Autour d’une délicate évocation d’Édouard Levé et de leurs années communes d’aspirants artistes, Bruno Gibert déploie avec Les Forçats une belle réflexion sur l’art, l’échec et la liberté.

C’est une histoire d’amitié, celle de deux enfants de la petite et grande bourgeoisie qu’unissait une même aspiration : devenir artiste. C’est une histoire de tâtonnements, de projets compilés tel « un bloc de possibilités » (Levé, Suicide), de toiles brûlées. D’errances et de déambulations dans le Paris des années 1990, des Batignolles jusqu’au Marais, asphalte arpenté le regard avide – rues, vitrines, passants, un matériau prosaïque dont faire art. Et c’est surtout une histoire de faillite, qui n’est pas forcément là où on l’attend. Dans ces Forçats qu’il dédie « à la mémoire de (s)on ami Edouard Levé », tout autant portrait de l’artiste disparu en 2007 qu’autoportrait, Bruno Gibert retrace les trajectoires un temps parallèles de « deux fainéants, deux vagabonds (…) hors de tout, (vivant) dans un temps suspendu comme les acteurs d’un film sans narration ». Lorsqu’il rencontre « Ed », celui-ci est encore inconnu. Il ne travaille pas, passe ses journées à marcher, lire, regarder, barbouillant ses toiles de ses propres excréments, découpant des plaques d’Isorel qu’il recouvre de cire : il cherche. « Il avait quitté la vie normale et productive depuis si longtemps qu’au regard du capitalisme, on pouvait le compter comme une âme morte, un déclinant social qui vivait d’épluchures arrachées au présent, une sorte de crépuscule permanent. » Au même moment, dans le petit appartement maternel, entre la moquette et la table de bridge, Gibert, lui, peint des ciels, des feuillages, des cailloux, hanté par l’idée « de devenir un bon artiste peintre », englué dans une abstraction décorative qui l’ennuie. Leur rencontre est pour lui un choc, une libération jouissive, l’ouverture des possibles. Guidé par cet « insecte expérimental et réjouissant (…) au physique de banquier wasp  » vers de nouveaux territoires où la réalité la plus pauvre viendrait contaminer la pratique artistique, où les vieux maîtres seraient enfin renversés, Gibert sort du cadre dans lequel il étouffait gentiment : « Nous nous rêvions princes dans notre domaine. Nous étions jeunes, nous étions cultivés, nous étions pluriels. Nous pensions être ce que l’époque avait produit de plus parfait et celle-ci ne le savait pas encore. »

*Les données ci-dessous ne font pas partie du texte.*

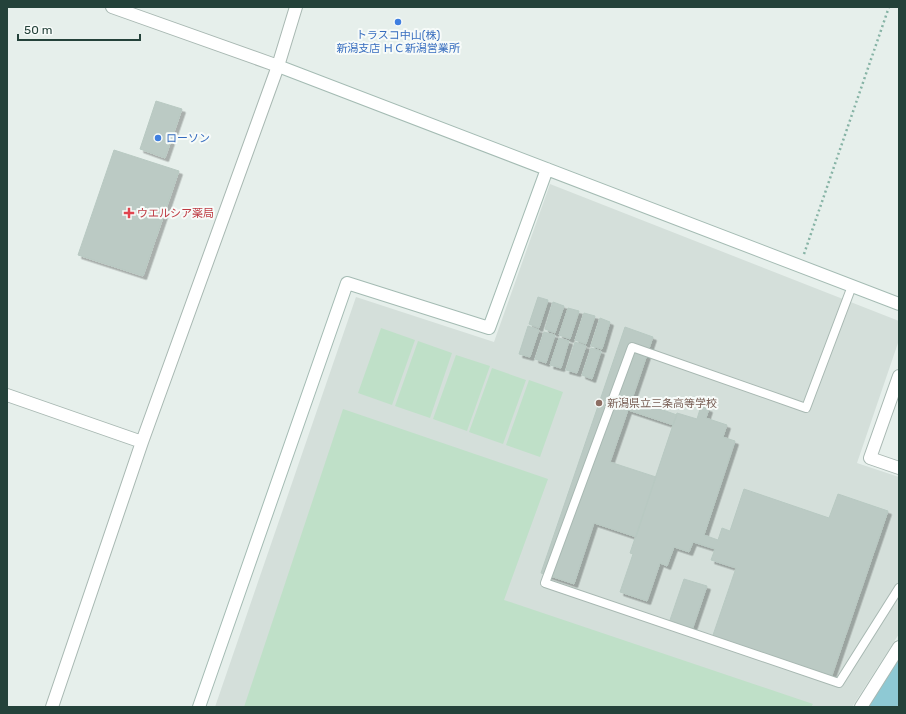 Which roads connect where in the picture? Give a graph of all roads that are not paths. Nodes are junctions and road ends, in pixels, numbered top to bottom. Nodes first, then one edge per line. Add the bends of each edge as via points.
1 (112, 7) edge
2 (296, 7) edge
3 (278, 66) junction
4 (547, 169) junction
5 (852, 286) junction
6 (899, 304) edge
7 (899, 376) edge
8 (7, 396) edge
9 (142, 442) junction
10 (899, 468) edge
11 (899, 588) edge
12 (899, 647) edge
13 (52, 707) edge
14 (199, 707) edge
15 (861, 707) edge

1 - 3 street
2 - 3 street
3 - 4 street
3 - 9 street
4 - 5 street
4 - 14 street via 489,328 347,283
5 - 6 street
5 - 11 lane via 806,408 632,347 545,583 839,683
7 - 10 street via 870,458
8 - 9 street
9 - 13 street
12 - 15 street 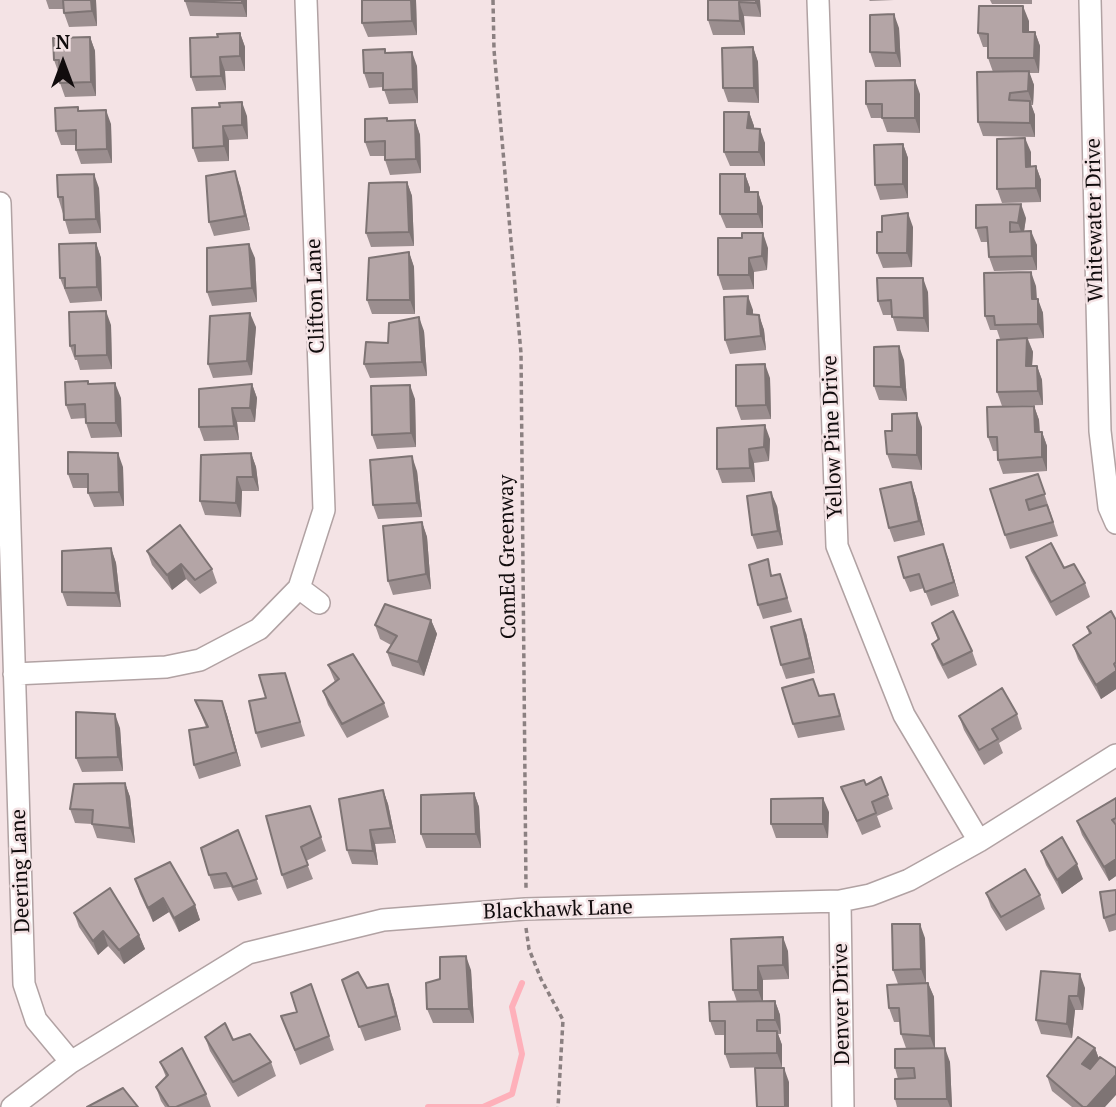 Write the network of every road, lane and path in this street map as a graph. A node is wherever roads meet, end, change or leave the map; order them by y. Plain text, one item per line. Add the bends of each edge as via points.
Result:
1 (306, 0) edge
2 (493, 0) edge
3 (818, 0) edge
4 (1090, 0) edge
5 (0, 203) edge
6 (1116, 523) edge
7 (299, 588) junction
8 (319, 603) dead end
9 (15, 674) junction
10 (1116, 755) edge
11 (979, 841) junction
12 (840, 901) junction
13 (525, 909) junction
14 (71, 1062) junction
15 (12, 1107) edge
16 (558, 1107) edge
17 (844, 1107) edge

1 - 7 street, Clifton Lane via 324,510
2 - 13 path, ComEd Greenway via 521,354
3 - 11 street, Yellow Pine Drive via 837,546 904,715
4 - 6 street, Whitewater Drive via 1100,431 1109,507
5 - 9 street, Deering Lane
7 - 8 street
7 - 9 street, Clifton Lane via 259,629 200,660 166,667
9 - 14 street, Deering Lane via 24,984 36,1020
10 - 11 street, Blackhawk Lane
11 - 12 street, Blackhawk Lane via 909,880
12 - 13 street, Blackhawk Lane
12 - 17 street, Denver Drive
13 - 14 street, Blackhawk Lane via 383,920 248,953
13 - 16 path, ComEd Greenway via 529,949 563,1020
14 - 15 street, Blackhawk Lane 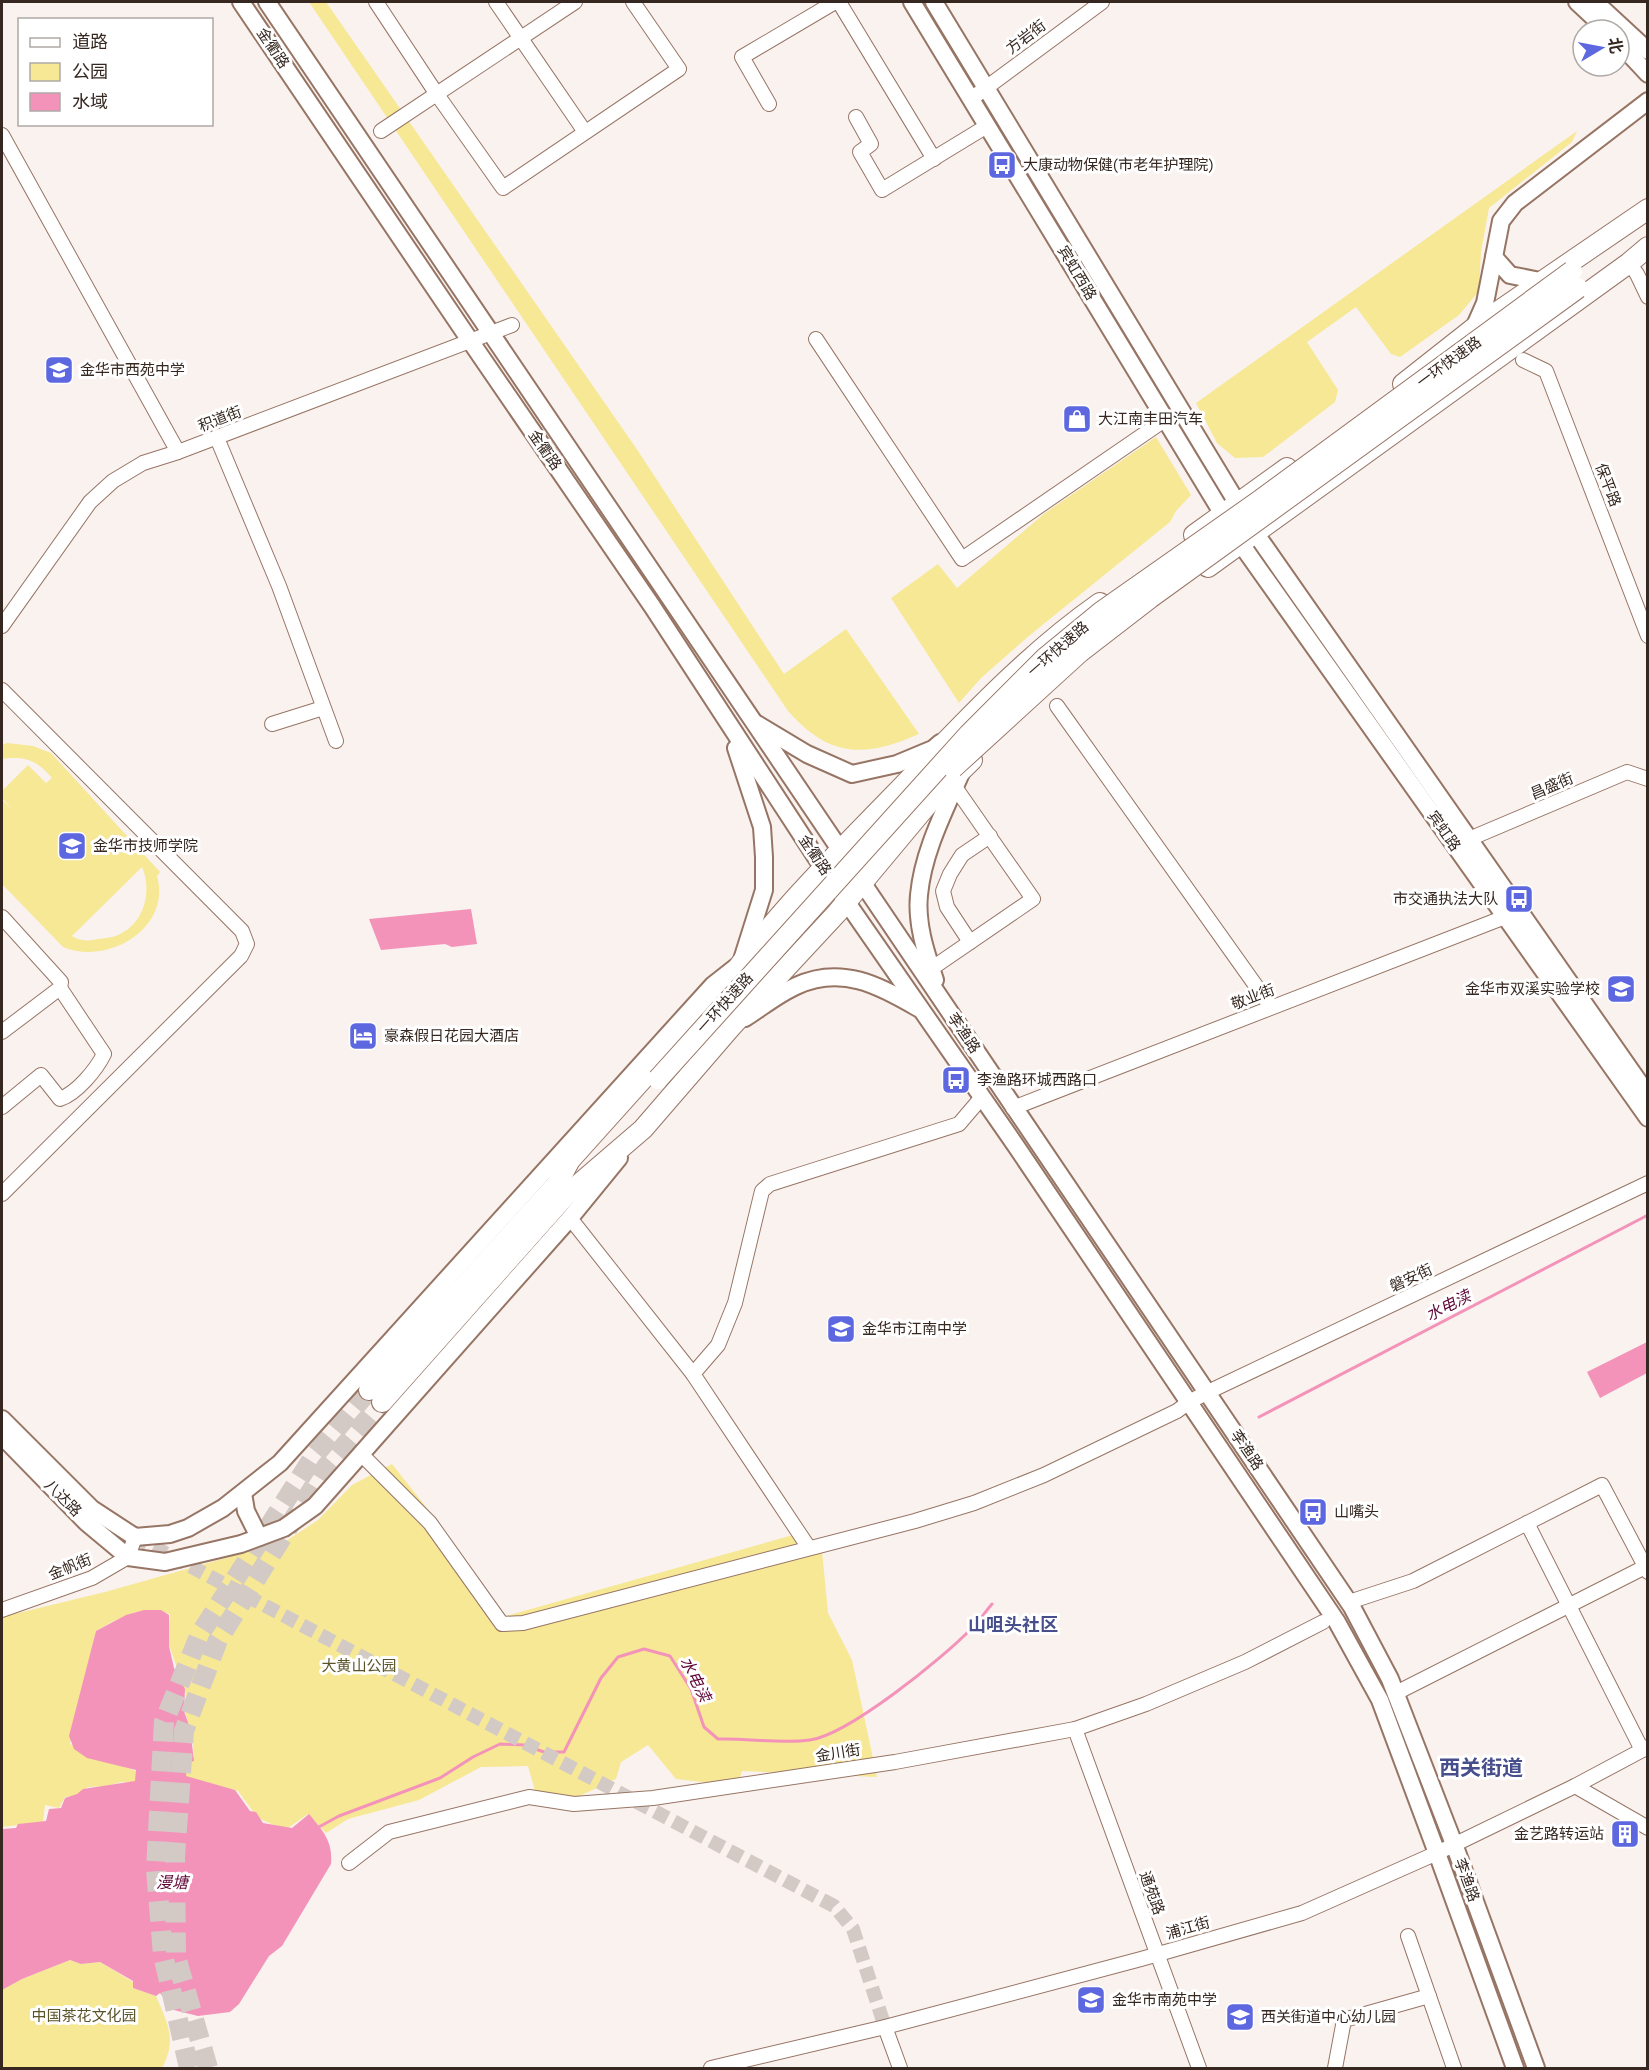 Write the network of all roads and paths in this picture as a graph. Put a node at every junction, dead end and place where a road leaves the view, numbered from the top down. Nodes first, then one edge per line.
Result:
1 (241, 2) edge
2 (267, 2) edge
3 (376, 2) edge
4 (496, 2) edge
5 (575, 2) edge
6 (633, 2) edge
7 (837, 2) edge
8 (912, 2) edge
9 (934, 2) edge
10 (1102, 2) edge
11 (1577, 2) edge
12 (1595, 2) edge
13 (1594, 18) edge
14 (520, 37) junction
15 (1647, 51) edge
16 (1631, 56) edge
17 (1647, 74) edge
18 (986, 88) junction
19 (436, 93) junction
20 (970, 99) junction
21 (1647, 101) edge
22 (770, 104) dead end
23 (856, 117) dead end
24 (987, 126) junction
25 (381, 130) dead end
26 (585, 132) junction
27 (2, 135) edge
28 (934, 159) junction
29 (1647, 209) edge
30 (1647, 214) edge
31 (1647, 237) edge
32 (1647, 248) edge
33 (1494, 257) junction
34 (1629, 264) junction
35 (1575, 279) junction
36 (1540, 281) junction
37 (1647, 297) edge
38 (512, 325) dead end
39 (1474, 328) junction
40 (491, 334) junction
41 (816, 339) dead end
42 (471, 342) junction
43 (1523, 360) dead end
44 (1166, 419) junction
45 (217, 438) junction
46 (178, 452) junction
47 (1230, 509) junction
48 (1249, 539) junction
49 (2, 626) edge
50 (1647, 636) edge
51 (2, 690) edge
52 (1057, 706) dead end
53 (323, 708) junction
54 (726, 721) junction
55 (754, 722) junction
56 (272, 724) dead end
57 (955, 732) junction
58 (336, 741) dead end
59 (964, 768) junction
60 (1647, 779) edge
61 (955, 787) junction
62 (990, 837) junction
63 (1469, 839) junction
64 (841, 850) junction
65 (823, 868) junction
66 (862, 881) junction
67 (846, 901) junction
68 (2, 917) edge
69 (1506, 917) junction
70 (970, 942) junction
71 (741, 963) junction
72 (928, 972) junction
73 (60, 988) junction
74 (1271, 1008) junction
75 (921, 1010) junction
76 (731, 1027) junction
77 (2, 1032) edge
78 (1647, 1095) edge
79 (982, 1097) junction
80 (2, 1107) edge
81 (1013, 1108) junction
82 (1647, 1118) edge
83 (643, 1129) junction
84 (1647, 1184) edge
85 (561, 1190) junction
86 (2, 1194) edge
87 (570, 1218) junction
88 (693, 1374) junction
89 (1208, 1392) junction
90 (375, 1396) tunnel mouth
91 (1190, 1402) junction
92 (2, 1419) edge
93 (2, 1436) edge
94 (361, 1454) junction
95 (243, 1493) junction
96 (1527, 1523) junction
97 (135, 1537) junction
98 (259, 1537) junction
99 (809, 1548) junction
100 (128, 1557) junction
101 (1646, 1569) edge
102 (1349, 1602) junction
103 (1569, 1606) junction
104 (2, 1610) edge
105 (1323, 1622) dead end
106 (1396, 1693) junction
107 (1075, 1730) junction
108 (1645, 1749) edge
109 (1575, 1786) junction
110 (1647, 1828) edge
111 (1454, 1844) junction
112 (1437, 1853) junction
113 (349, 1863) dead end
114 (1408, 1936) dead end
115 (1157, 1954) junction
116 (1429, 1996) junction
117 (885, 2027) junction
118 (711, 2068) edge
119 (900, 2068) edge
120 (1199, 2068) edge
121 (1335, 2068) edge
122 (1454, 2068) edge
123 (1515, 2068) edge
124 (1536, 2068) edge

1 - 42 main road, 金衢路
2 - 40 main road, 金衢路
3 - 19 street
4 - 14 street
5 - 14 street
6 - 26 street
7 - 22 street
7 - 28 street
8 - 20 main road, 宾虹西路
9 - 18 main road, 宾虹西路
10 - 18 street, 方岩街
11 - 13 main road
12 - 15 main road
14 - 19 street
14 - 26 street
16 - 17 main road
18 - 20 street, 方岩街
18 - 47 main road, 宾虹西路
19 - 25 street
19 - 26 street
20 - 24 main road, 宾虹西路
21 - 33 main road
23 - 28 street
24 - 28 street
24 - 44 main road, 宾虹西路
27 - 46 street
29 - 36 highway
30 - 35 highway, 一环快速路
31 - 35 highway, 一环快速路
32 - 34 highway
33 - 36 main road
33 - 39 main road
34 - 37 street
34 - 48 highway
35 - 85 highway, 一环快速路, bridge
36 - 39 highway
38 - 40 street, 积道街
39 - 47 highway
40 - 42 street, 积道街
40 - 55 main road, 金衢路
41 - 44 street
42 - 45 street, 积道街
42 - 54 main road, 金衢路
43 - 50 street, 保平路
44 - 47 main road, 宾虹西路
45 - 46 street, 积道街
45 - 53 street
46 - 49 street, 积道街
47 - 48 main road, 宾虹西路
47 - 57 highway
48 - 59 highway
48 - 63 main road, 宾虹路
48 - 69 main road, 宾虹路
51 - 86 street
52 - 74 street
53 - 56 street
53 - 58 street
54 - 65 main road, 金衢路
54 - 71 main road
55 - 57 main road
55 - 64 main road, 金衢路
57 - 64 highway
59 - 61 main road
59 - 66 highway
60 - 63 street, 昌盛街
61 - 62 street
61 - 72 main road
62 - 70 street
62 - 70 street
63 - 78 main road, 宾虹路
64 - 65 highway
64 - 66 main road, 金衢路
65 - 67 main road, 金衢路
65 - 71 highway
66 - 67 highway
66 - 72 main road, 李渔路
67 - 75 main road, 李渔路
67 - 76 highway
68 - 73 street
69 - 74 street, 敬业街
69 - 82 main road, 宾虹路
70 - 72 street
71 - 85 highway
71 - 95 main road
72 - 81 main road, 李渔路
73 - 77 street
73 - 80 street
74 - 81 street, 敬业街
75 - 76 main road
75 - 79 main road, 李渔路
76 - 83 highway
79 - 88 street
79 - 91 main road, 李渔路
81 - 89 main road, 李渔路
83 - 85 highway
83 - 87 main road
84 - 89 street, 磐安街
85 - 90 highway
87 - 88 street
87 - 94 main road
88 - 99 street
89 - 91 street, 磐安街
89 - 102 main road, 李渔路
91 - 99 street, 磐安街
91 - 112 main road, 李渔路
92 - 97 main road
93 - 100 main road, 八达路
94 - 98 main road
94 - 99 street, 磐安街
95 - 97 main road
95 - 98 main road
96 - 101 street
96 - 102 street
96 - 103 street
97 - 100 street
98 - 100 main road
100 - 104 street, 金帆街
101 - 103 street
102 - 106 main road, 李渔路
103 - 106 street
103 - 108 street
105 - 107 street, 金川街
106 - 111 main road, 李渔路
107 - 113 street, 金川街
107 - 115 street, 通苑路
108 - 109 street, 浦江街
109 - 110 street
109 - 111 street, 浦江街
111 - 112 street, 浦江街
111 - 124 main road, 李渔路
112 - 115 street, 浦江街
112 - 123 main road, 李渔路
114 - 116 street
115 - 117 street, 浦江街
115 - 120 street, 通苑路
116 - 121 street
116 - 122 street
117 - 118 street, 浦江街
117 - 119 street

Bientôt pourtant, leurs trajectoires se disjoignent : plus Levé « le volontaire » s’approche du cœur du sérail – à coups de rendez-vous, dîners et autres vernissages –, plus Gibert « le sceptique » s’en éloigne, quittant le pinceau pour le stylo. Plus l’un s’empare avec un opportunisme certain de l’emphase discursive, des usages et des médiums en vogue dans le milieu, plus l’autre affirme sa détestation de ce petit monde, si prompt à glorifier l’argent, si poreux avec celui de l’entreprise, et surtout si normatif puisque la reconnaissance n’advient que lorsque l’artiste comprend enfin « les codes que l’époque attend » de lui.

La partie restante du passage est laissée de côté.